At least 18 peaceful environmental protesters were sent to jail this year, while 10 spent Christmas Day behind bars.
As the climate crisis becomes more serious, activists have been detained for blocking roads, disrupting court proceedings, and climbing on top of aeroplanes to raise awareness about the escalating emergency.
Campaigners fear that their harsh treatment is part a concerted effort of the state to crackdown on the right for protest. The controversial police, sentencing, courts bill was criticized by human rights advocates as a dangerous power grab.
Ten Insulate Britain members spent Christmas in prison serving contempt of court sentences for violating injunctions that prohibited them from protesting roadblocks. They were protesting the UK’s lack of insulation. Seven more are serving suspended sentences.
According to Extinction Rebellion at least eight other environmental activists were sentenced to prison in 2021 for contempting court actions. This included livestreaming from court and gluing their feet to the dock.
Six environmental protesters occupying a tunnel in London near Euston station to protest the HS2 high-speed train link narrowly avoided jail sentences when charges were dismissed.
Insulate Britain protesters in jail have sent unrepentant messages to their prison cells.
I’m locked up in my cell for 23-33 and a quarter hours each day, and I miss my family, my friends, and I miss nature,” Oliver Roc, 41, said. He is currently serving a four month sentence at HMP Thameside, south-east London.
However, when I think about the future I see, I feel a deep conviction. [what]We have done it right, and this is the best place.
Insulate Britain activists stopped major roads in London and surrounding areas, including at the port of Dover and in Manchester, during a campaign of disruptive protests that began in September. Their tactics angered motorists, and they were harshly criticized by politicians who called them selfish.
The activists pledged to continue until the government agreed that all Britain’s homes would be insulated by 2030.
Dr Diana Warner, 62 years old, is the latest to be arrested. She is a retired GP in Bristol.
Warner claimed she was finally falling asleep after a string of activism that included being found not guilty of an Extinction Rebellion 2019 action at Canary Wharf and then skipping her contempt trial to block a train heading for the Drax power plant in North Yorkshire.
She said that the first thing she thinks about is not the climate and environment emergency. “I know Ive done my best, and can take a little rest,” she said to the Guardian from HMP Bronzefield, Ashford, Surrey.
It seems strange to be in prison for climate activism. It seems strange, but it seems like the right place to go in such a chaotic world.

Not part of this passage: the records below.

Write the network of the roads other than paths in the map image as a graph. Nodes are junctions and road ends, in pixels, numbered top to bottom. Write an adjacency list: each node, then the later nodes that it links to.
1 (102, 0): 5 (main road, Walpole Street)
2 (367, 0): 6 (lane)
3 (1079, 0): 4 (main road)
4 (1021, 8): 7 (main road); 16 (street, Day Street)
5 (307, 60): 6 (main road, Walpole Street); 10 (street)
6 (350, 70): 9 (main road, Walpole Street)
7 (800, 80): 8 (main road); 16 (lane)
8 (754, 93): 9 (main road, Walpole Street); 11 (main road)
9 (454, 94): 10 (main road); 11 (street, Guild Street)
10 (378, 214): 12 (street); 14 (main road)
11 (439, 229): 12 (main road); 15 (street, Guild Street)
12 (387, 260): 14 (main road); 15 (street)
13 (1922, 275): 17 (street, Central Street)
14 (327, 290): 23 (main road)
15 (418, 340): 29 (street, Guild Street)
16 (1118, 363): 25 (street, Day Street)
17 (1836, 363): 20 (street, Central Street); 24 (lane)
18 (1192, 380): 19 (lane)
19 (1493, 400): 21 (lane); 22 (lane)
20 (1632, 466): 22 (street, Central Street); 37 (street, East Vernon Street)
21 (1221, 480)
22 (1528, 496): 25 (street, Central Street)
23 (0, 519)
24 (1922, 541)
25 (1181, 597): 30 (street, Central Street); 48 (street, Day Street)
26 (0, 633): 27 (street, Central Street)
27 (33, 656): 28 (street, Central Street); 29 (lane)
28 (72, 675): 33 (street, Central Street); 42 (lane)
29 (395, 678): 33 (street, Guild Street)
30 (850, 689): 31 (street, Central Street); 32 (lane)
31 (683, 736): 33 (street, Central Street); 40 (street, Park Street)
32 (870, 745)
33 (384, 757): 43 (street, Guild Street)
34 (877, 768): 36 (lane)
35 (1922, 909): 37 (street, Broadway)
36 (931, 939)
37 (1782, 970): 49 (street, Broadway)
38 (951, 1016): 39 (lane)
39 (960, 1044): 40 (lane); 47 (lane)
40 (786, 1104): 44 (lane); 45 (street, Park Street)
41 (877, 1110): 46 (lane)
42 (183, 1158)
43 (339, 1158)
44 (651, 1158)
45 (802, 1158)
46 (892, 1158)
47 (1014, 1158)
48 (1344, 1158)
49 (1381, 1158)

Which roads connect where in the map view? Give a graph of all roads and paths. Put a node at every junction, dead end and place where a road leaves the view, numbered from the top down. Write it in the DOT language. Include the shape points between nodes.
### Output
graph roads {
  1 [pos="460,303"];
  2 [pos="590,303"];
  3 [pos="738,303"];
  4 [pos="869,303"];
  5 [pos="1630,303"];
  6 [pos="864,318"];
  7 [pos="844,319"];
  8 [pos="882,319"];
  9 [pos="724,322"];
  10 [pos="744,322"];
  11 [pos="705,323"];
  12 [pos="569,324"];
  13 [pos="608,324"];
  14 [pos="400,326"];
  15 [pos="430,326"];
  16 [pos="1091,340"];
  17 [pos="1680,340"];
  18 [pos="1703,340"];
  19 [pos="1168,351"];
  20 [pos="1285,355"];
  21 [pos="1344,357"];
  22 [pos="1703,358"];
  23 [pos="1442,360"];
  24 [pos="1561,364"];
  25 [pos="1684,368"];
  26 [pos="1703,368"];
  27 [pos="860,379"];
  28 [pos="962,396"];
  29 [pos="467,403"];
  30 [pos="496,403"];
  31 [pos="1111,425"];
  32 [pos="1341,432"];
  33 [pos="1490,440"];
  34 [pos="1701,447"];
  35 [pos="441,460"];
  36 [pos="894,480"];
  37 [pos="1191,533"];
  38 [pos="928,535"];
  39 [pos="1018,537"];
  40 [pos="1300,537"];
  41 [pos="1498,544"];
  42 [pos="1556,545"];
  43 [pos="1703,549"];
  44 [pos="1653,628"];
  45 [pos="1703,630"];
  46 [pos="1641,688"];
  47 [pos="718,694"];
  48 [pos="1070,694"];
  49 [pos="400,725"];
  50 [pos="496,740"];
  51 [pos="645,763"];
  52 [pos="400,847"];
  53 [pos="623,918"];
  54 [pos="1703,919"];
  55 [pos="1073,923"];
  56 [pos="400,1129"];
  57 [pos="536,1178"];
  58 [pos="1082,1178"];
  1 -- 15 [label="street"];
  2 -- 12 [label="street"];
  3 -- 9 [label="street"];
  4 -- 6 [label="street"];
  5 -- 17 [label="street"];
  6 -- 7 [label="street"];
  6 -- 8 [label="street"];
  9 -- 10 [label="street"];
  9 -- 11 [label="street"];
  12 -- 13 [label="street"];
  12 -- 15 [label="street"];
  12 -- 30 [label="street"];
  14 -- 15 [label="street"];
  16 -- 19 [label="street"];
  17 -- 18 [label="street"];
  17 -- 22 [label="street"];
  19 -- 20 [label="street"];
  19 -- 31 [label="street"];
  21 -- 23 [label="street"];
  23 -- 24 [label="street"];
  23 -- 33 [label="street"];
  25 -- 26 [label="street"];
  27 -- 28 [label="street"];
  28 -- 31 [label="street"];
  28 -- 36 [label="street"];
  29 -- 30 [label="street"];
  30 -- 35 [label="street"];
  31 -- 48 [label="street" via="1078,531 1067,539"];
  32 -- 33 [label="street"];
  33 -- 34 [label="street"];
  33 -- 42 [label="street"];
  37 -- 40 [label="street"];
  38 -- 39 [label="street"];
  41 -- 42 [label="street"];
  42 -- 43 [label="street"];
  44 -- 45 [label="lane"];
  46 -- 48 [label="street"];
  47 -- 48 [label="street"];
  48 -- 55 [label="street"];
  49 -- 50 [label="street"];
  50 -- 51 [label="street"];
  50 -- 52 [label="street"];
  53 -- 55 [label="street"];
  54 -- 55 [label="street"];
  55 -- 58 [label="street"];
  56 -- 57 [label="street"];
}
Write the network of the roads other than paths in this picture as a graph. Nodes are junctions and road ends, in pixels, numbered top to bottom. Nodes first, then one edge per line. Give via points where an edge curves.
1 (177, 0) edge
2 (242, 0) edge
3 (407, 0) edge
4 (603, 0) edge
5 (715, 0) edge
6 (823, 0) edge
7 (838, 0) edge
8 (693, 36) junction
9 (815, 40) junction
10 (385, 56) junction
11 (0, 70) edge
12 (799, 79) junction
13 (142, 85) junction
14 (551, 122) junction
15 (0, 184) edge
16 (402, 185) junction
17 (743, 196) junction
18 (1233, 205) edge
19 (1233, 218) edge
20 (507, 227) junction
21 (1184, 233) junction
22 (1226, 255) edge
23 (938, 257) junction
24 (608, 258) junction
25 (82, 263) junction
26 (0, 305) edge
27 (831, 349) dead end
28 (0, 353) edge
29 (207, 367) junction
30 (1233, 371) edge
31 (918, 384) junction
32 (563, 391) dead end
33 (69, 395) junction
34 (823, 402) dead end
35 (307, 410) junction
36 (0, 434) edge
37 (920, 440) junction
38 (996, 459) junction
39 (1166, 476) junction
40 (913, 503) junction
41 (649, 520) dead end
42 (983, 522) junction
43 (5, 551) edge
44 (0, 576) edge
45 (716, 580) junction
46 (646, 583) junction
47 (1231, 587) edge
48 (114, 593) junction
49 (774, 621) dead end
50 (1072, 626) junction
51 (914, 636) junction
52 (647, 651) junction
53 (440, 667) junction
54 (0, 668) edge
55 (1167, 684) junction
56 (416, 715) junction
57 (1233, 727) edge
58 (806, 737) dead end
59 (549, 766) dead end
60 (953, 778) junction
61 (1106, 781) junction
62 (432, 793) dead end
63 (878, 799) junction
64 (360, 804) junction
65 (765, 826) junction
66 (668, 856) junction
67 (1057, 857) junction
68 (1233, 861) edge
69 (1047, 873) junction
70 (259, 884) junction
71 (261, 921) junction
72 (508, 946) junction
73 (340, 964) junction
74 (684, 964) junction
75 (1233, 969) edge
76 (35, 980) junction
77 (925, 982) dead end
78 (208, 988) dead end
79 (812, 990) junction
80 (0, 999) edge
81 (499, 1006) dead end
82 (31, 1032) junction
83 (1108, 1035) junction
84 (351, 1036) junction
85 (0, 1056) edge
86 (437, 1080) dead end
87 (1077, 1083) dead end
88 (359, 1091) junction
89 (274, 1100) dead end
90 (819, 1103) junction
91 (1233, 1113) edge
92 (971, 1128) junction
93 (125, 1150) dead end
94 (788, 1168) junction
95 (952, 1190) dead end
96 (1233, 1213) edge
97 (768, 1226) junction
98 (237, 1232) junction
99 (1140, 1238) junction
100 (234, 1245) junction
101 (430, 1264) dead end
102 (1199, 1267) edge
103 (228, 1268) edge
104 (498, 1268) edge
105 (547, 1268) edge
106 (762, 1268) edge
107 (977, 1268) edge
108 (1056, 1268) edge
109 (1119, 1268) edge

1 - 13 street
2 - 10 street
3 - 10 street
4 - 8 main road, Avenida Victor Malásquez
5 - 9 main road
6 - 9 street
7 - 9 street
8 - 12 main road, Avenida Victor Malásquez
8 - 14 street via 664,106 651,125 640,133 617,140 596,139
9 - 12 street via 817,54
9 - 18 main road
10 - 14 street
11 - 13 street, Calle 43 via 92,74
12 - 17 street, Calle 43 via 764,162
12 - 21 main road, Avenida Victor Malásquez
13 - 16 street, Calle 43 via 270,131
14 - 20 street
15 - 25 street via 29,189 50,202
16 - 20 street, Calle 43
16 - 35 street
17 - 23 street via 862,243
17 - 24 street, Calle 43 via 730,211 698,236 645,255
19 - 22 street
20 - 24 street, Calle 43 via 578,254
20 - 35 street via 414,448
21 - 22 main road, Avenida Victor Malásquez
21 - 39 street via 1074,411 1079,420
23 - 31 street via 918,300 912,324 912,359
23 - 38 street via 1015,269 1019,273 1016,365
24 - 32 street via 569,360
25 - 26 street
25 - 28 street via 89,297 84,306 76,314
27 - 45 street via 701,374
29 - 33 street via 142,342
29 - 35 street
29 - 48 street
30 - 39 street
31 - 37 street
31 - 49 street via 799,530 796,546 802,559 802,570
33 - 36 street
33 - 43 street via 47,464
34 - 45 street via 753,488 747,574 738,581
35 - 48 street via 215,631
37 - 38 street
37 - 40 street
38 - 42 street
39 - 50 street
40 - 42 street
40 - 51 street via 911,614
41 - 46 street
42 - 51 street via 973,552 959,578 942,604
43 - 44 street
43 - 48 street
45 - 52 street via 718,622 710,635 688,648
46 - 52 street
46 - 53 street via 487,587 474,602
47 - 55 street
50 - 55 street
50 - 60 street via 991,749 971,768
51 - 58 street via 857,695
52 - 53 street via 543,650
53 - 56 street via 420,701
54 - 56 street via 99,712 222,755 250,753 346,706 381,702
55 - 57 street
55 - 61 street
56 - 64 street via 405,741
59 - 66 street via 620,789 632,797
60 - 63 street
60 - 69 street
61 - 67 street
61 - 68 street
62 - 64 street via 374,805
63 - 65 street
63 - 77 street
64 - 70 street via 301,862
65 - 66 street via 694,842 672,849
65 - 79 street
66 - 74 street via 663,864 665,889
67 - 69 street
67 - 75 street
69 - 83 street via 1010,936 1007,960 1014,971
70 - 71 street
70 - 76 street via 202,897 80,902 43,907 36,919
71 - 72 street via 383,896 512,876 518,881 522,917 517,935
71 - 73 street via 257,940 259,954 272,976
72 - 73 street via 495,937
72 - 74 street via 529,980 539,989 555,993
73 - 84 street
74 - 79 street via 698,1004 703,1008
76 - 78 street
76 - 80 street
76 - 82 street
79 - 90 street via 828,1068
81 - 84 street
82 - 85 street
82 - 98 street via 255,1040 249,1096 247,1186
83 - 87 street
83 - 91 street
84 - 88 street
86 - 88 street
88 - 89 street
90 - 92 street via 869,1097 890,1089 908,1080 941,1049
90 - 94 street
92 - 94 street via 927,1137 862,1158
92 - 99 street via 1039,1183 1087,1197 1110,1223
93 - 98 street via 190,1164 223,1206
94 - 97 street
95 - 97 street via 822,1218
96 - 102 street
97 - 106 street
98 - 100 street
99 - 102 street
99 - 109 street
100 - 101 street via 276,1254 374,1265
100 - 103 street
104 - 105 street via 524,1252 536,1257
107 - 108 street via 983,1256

Ben Taylor, 26 years old, is currently serving the longest sentence. After telling judges that he would block the highway whenever possible, Taylor was sentenced to six months in prison.
He said that life at Thameside was mostly boring. Although I was initially treated rough, I felt vulnerable, alienated and powerless. But, I am now on the right track and have made some friends. It’s not so bad for me.
James Brown, a Paralympian, was released this month from jail for gluing himself on a plane during an XR action in 2019. He said that it was important for those who spend Christmas in prison to remember that they did the right things.
Brown, who spent 10 consecutive weeks in Wandsworth prison in London said that while it was difficult for him and his family at Christmas, it was necessary. Most of the positive and radical changes we have seen were the result of peaceful protest and civil disobedience. This is what we need to do to address the climate crisis and the ecological crisis. In the end, resisting is complicit.
Emmanuelle Andrews is the Liberty policy and campaigns manager. She told the Guardian that protest is not a gift from government. It is a fundamental right that has been attacked for many years by a government that wants untouchability. The police’s brutal treatment of protestors in the last year is consistent with a long-standing trend that has been observed for several years by a government trying to silence protestors.
Both the police and government have ample powers to detain or criminalize protestors. The policing legislation is an attempt to extend these powers. It is an attack upon the rights of anyone who believes in a cause, from climate activists to grieving family members looking for justice and answers.